-- Source information follows --
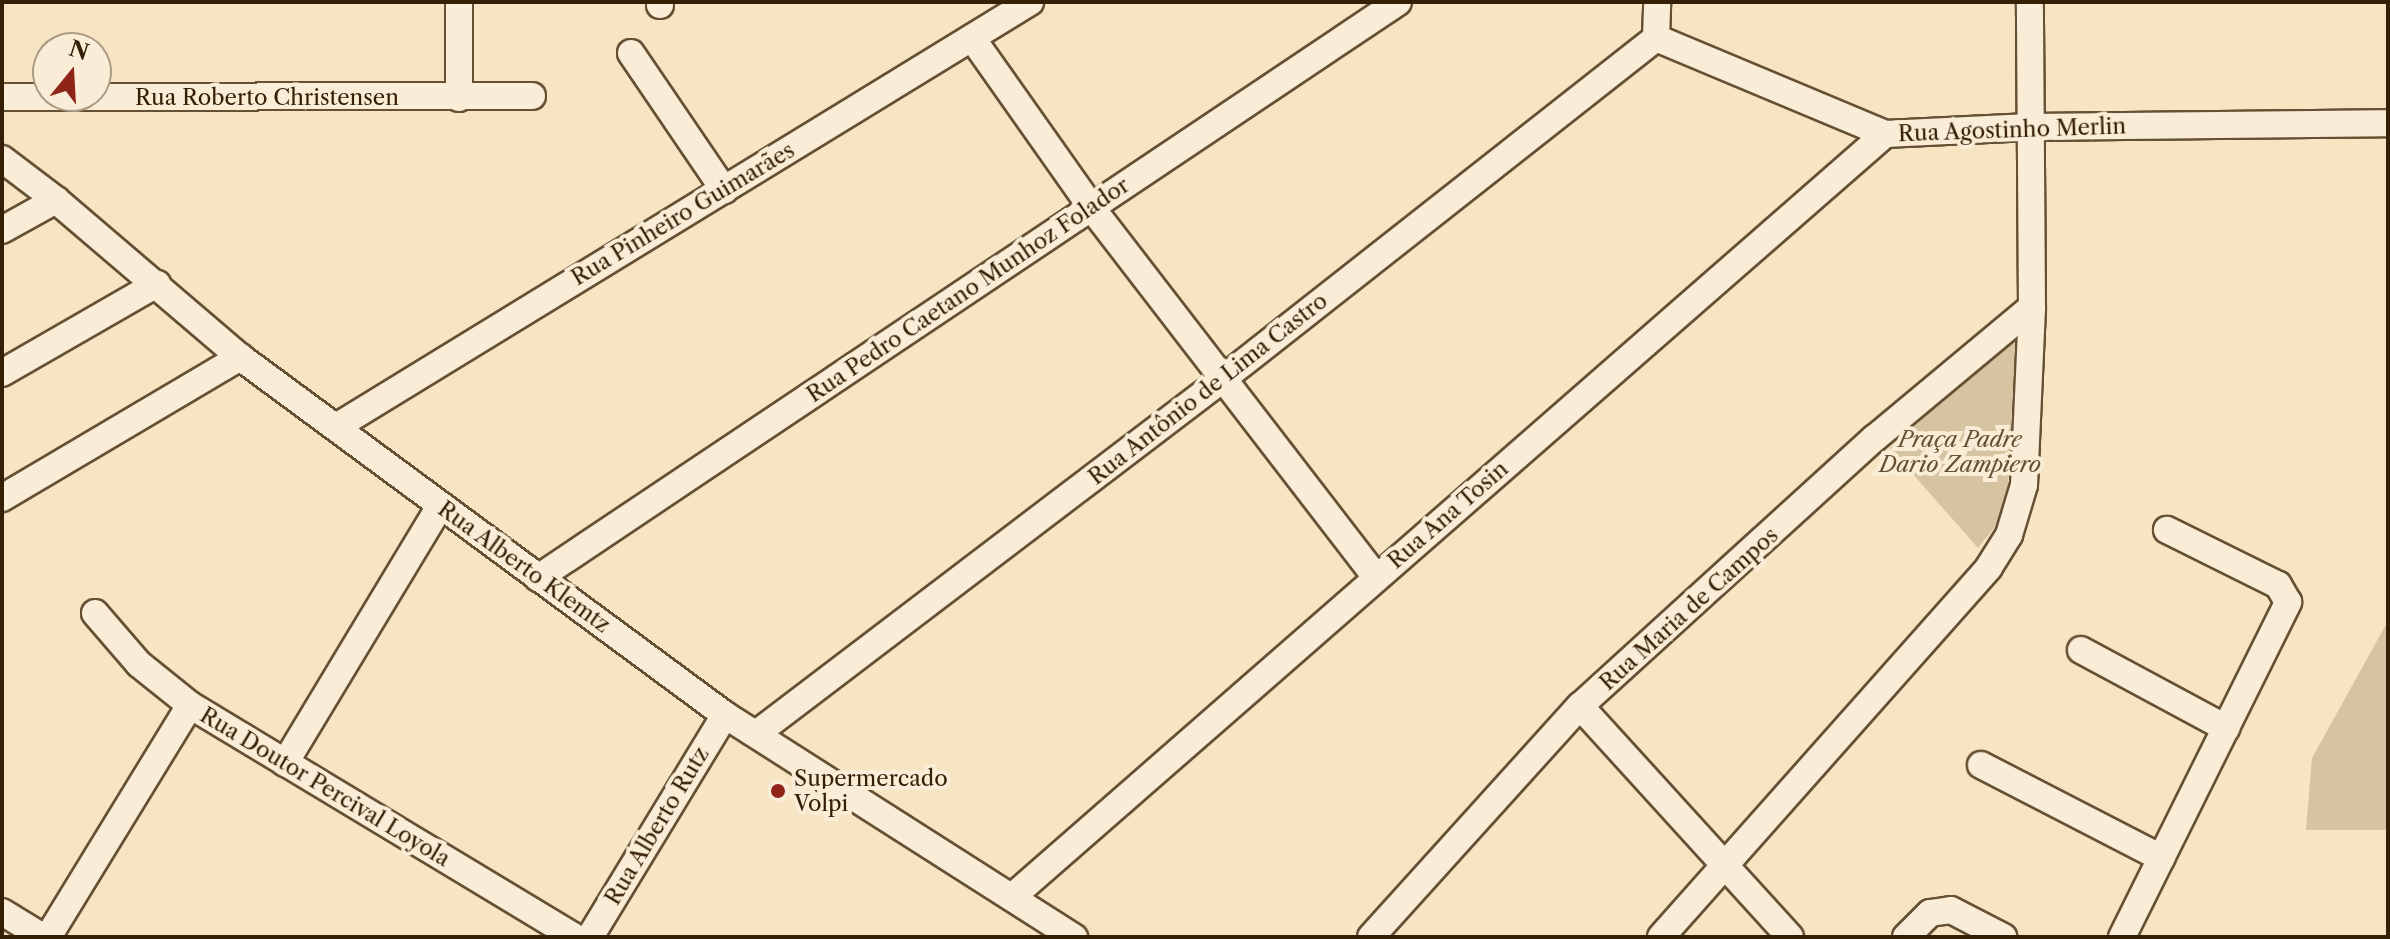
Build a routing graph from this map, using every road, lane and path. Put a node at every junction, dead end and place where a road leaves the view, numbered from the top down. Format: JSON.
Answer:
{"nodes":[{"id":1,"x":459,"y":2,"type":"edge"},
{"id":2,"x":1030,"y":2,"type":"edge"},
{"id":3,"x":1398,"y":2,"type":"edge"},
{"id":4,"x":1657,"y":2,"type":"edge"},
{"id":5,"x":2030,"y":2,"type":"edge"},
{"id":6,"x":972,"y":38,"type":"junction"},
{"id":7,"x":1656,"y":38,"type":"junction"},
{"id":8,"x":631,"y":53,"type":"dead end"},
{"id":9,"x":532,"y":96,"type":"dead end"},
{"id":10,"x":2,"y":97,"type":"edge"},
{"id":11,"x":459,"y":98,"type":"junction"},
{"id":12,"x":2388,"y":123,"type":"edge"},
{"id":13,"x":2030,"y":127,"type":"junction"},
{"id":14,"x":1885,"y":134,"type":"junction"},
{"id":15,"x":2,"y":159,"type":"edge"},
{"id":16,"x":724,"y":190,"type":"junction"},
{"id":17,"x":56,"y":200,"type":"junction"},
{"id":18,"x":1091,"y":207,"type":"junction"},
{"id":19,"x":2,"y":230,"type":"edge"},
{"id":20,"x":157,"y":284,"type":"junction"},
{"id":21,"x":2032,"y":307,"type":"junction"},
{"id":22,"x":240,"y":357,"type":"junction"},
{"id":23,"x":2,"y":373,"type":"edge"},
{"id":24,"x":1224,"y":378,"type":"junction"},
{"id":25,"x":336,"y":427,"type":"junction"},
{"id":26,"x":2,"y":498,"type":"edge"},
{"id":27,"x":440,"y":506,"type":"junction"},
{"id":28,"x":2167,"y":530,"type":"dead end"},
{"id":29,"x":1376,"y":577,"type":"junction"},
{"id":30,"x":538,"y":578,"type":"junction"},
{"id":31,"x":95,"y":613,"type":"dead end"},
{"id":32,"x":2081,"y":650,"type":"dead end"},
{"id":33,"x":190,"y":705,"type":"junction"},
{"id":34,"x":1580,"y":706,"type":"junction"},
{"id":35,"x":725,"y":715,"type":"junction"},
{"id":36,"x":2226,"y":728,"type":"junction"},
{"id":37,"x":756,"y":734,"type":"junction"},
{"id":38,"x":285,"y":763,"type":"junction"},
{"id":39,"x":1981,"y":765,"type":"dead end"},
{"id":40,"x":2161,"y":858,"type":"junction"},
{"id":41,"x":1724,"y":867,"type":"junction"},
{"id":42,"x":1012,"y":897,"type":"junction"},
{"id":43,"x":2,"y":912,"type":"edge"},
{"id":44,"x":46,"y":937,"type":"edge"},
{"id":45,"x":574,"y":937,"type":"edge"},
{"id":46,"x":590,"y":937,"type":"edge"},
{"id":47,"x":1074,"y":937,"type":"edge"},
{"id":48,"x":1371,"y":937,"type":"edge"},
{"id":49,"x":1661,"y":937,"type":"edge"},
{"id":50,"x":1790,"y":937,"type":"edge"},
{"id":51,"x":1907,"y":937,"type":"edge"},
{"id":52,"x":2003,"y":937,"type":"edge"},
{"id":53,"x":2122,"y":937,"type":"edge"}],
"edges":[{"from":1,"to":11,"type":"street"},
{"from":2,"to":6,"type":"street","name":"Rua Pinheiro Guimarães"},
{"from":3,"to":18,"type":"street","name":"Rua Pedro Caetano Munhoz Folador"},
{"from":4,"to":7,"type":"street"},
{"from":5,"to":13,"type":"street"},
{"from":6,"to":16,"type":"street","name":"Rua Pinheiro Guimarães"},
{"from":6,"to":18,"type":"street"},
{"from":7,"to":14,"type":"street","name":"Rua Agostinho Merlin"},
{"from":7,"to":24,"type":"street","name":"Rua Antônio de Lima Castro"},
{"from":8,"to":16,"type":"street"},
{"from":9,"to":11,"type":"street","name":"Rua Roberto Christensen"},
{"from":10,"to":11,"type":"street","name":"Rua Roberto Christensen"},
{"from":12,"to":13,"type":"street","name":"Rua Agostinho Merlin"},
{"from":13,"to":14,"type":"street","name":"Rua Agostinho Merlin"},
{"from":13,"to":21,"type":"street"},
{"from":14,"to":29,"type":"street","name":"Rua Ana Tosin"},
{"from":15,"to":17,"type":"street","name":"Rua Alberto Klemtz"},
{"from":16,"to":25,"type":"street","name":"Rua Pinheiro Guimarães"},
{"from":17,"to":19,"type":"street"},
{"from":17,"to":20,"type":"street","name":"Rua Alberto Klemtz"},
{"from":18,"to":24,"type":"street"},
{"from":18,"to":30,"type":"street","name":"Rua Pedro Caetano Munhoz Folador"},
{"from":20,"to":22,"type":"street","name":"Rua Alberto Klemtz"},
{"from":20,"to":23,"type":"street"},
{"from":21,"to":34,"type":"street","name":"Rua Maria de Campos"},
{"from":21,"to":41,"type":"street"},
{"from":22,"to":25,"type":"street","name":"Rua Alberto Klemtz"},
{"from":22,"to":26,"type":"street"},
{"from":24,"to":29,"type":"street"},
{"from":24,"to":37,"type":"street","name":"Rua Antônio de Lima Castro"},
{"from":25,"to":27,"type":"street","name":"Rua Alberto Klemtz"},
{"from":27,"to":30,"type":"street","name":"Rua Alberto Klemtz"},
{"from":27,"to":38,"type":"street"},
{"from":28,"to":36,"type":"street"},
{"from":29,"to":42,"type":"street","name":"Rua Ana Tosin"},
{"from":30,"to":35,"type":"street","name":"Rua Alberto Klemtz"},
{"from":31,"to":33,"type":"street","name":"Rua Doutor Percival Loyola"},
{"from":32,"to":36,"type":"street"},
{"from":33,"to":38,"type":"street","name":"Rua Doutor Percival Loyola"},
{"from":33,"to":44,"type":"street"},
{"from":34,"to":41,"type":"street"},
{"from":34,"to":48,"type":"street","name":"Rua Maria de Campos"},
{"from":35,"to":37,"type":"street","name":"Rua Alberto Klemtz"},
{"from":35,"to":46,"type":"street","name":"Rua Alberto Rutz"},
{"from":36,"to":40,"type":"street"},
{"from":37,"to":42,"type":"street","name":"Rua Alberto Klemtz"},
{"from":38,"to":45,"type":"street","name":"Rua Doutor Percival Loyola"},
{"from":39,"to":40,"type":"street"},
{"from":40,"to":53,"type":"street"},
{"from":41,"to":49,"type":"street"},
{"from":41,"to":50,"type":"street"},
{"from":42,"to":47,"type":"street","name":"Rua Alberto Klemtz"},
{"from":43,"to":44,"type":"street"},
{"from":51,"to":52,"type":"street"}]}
-- Source information concluded --
* _Task instructions_: With the string "Merlin" as the key, filter the data above and show the lines that match.

* _Result of the task_:
{"from":7,"to":14,"type":"street","name":"Rua Agostinho Merlin"},
{"from":12,"to":13,"type":"street","name":"Rua Agostinho Merlin"},
{"from":13,"to":14,"type":"street","name":"Rua Agostinho Merlin"},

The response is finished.